Information provided: Begin

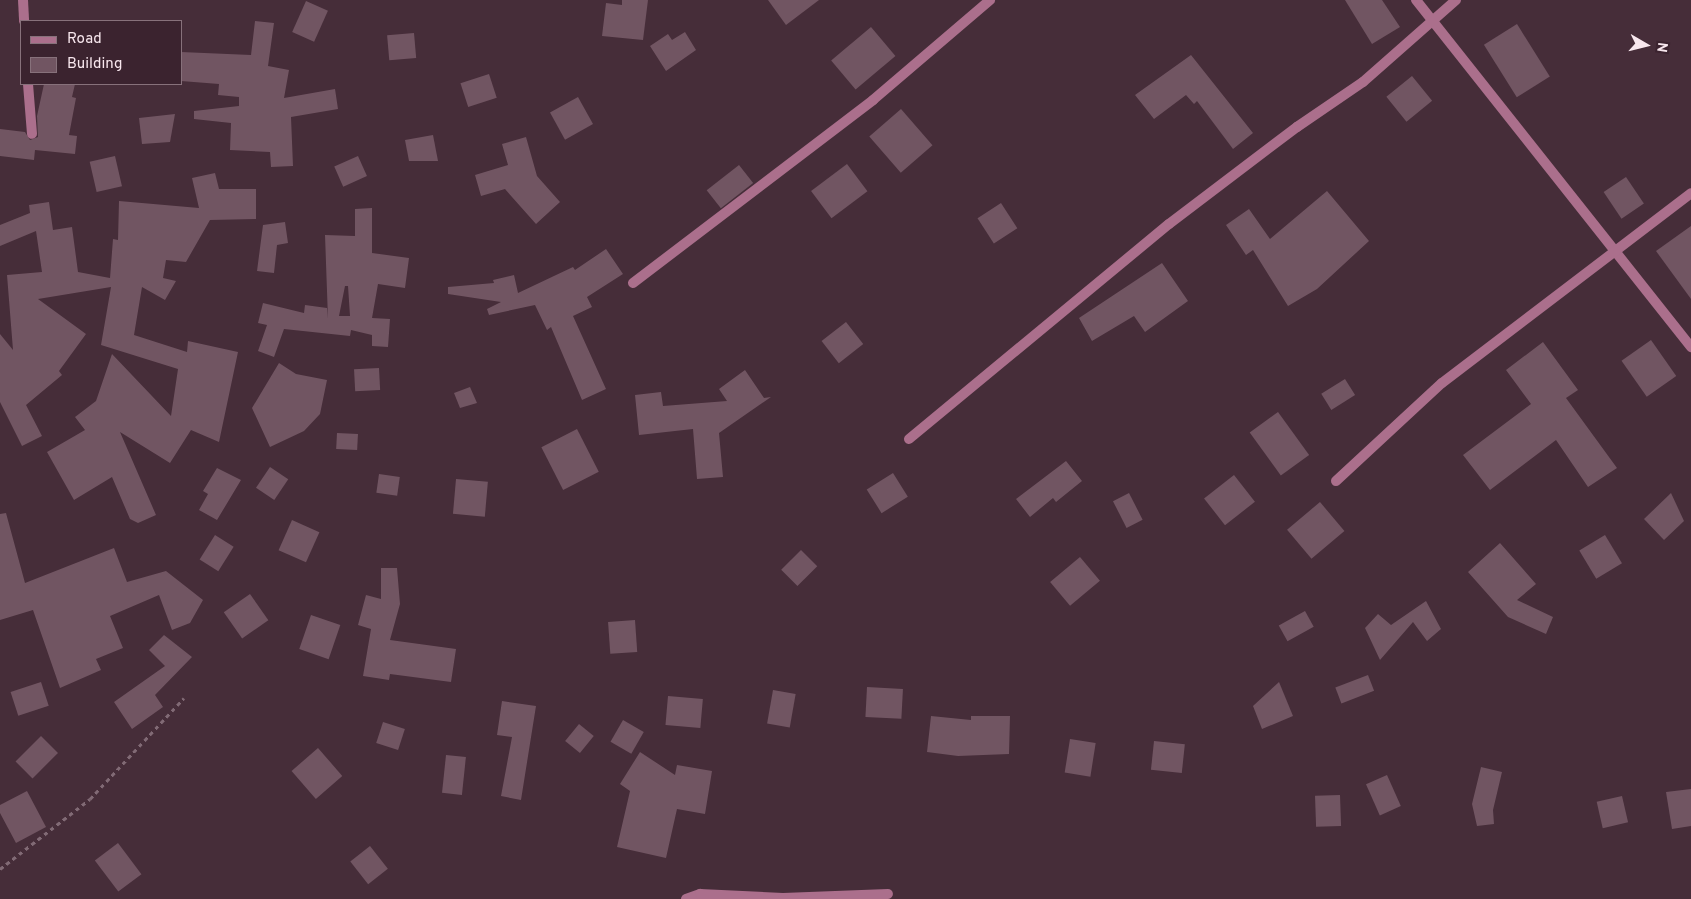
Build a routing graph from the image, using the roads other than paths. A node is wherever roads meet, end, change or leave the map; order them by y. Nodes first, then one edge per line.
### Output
1 (23, 0) edge
2 (990, 0) edge
3 (1416, 0) edge
4 (1456, 0) edge
5 (1431, 19) junction
6 (24, 20) edge
7 (28, 85) edge
8 (32, 134) dead end
9 (1691, 192) edge
10 (1615, 251) junction
11 (632, 283) dead end
12 (1691, 347) edge
13 (909, 439) dead end
14 (1336, 481) dead end
15 (888, 894) dead end
16 (686, 899) edge

1 - 6 street
2 - 11 street
3 - 5 street
4 - 5 street
5 - 10 street
5 - 13 street
7 - 8 street
9 - 10 street
10 - 12 street
10 - 14 street
15 - 16 street

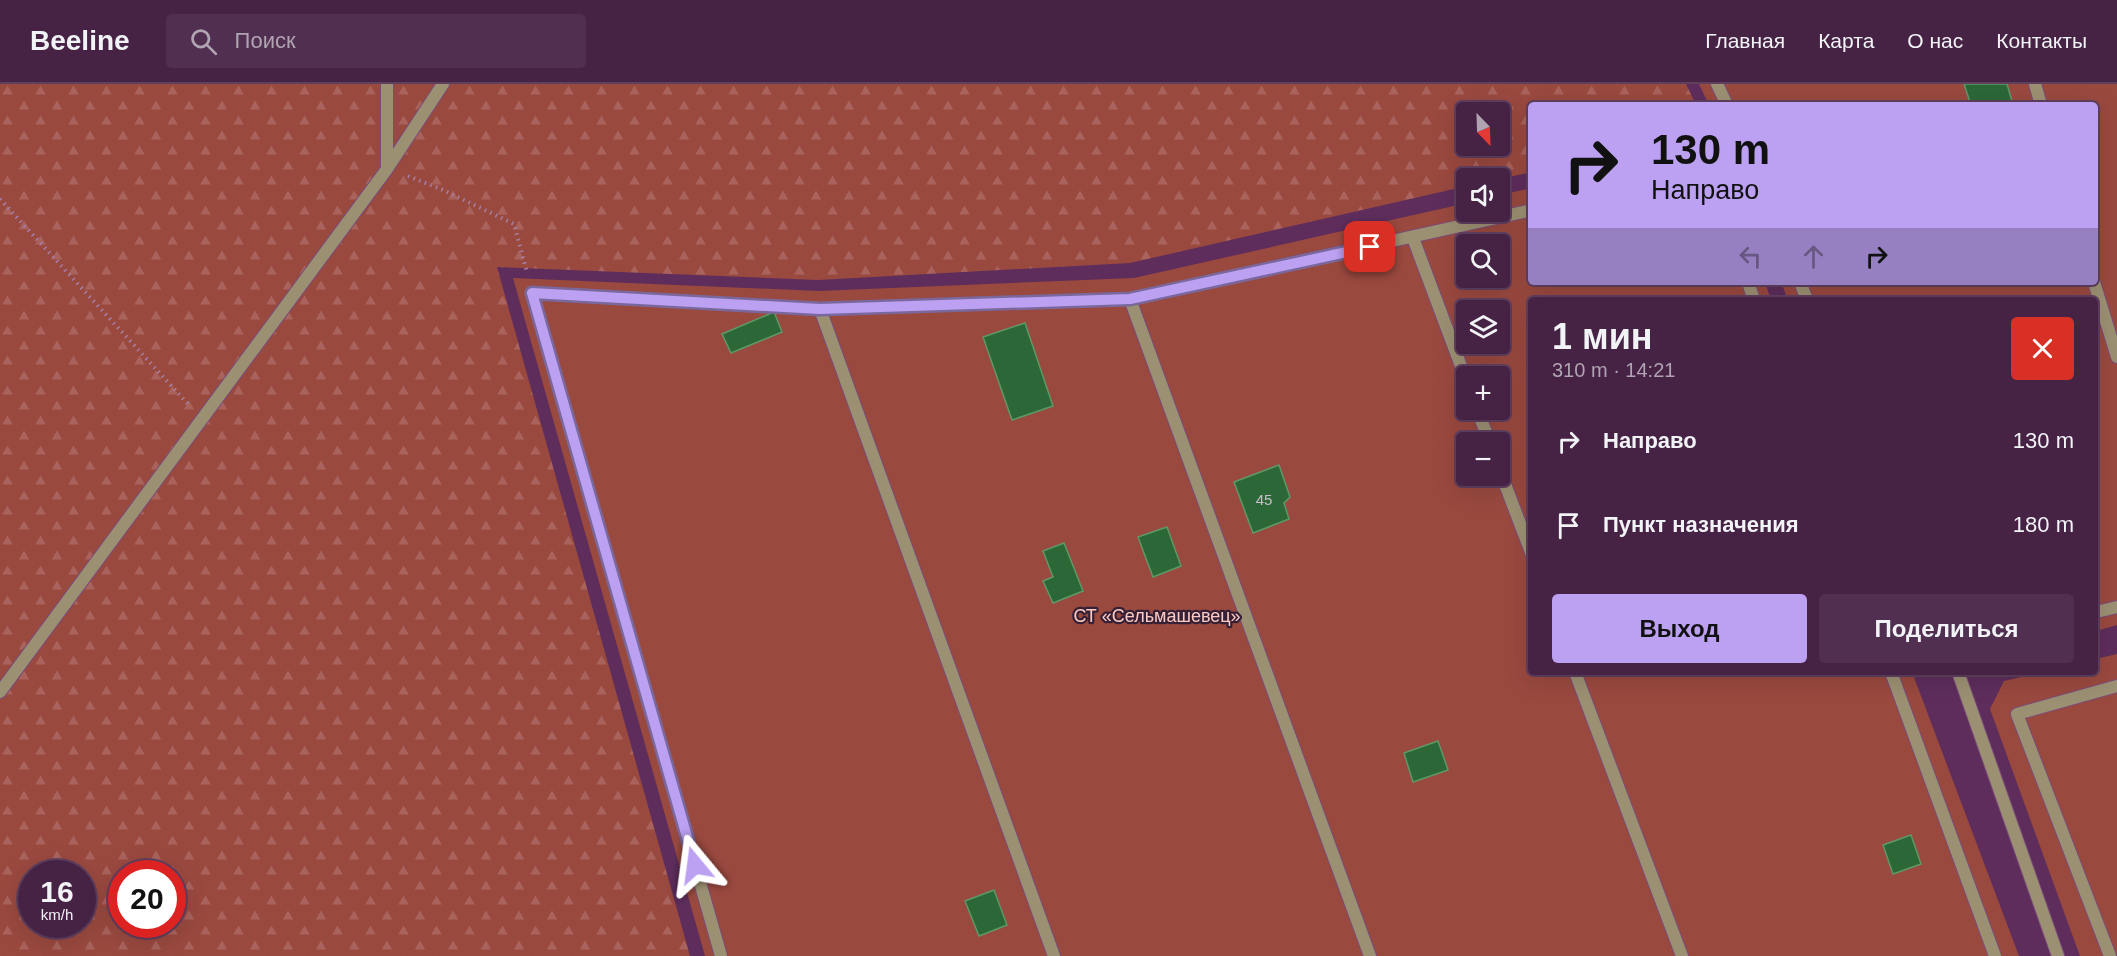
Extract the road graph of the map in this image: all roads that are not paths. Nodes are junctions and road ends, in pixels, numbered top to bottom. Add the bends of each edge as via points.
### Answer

Information provided: End

**Prompt:**
Filter the records above, keeping each line that contains the word "roads".

**Result:**
Build a routing graph from the image, using the roads other than paths. A node is wherever roads meet, end, change or leave the map; order them by y. Nodes first, then one edge per line.
Extract the road graph of the map in this image: all roads that are not paths. Nodes are junctions and road ends, in pixels, numbered top to bottom. Add the bends of each edge as via points.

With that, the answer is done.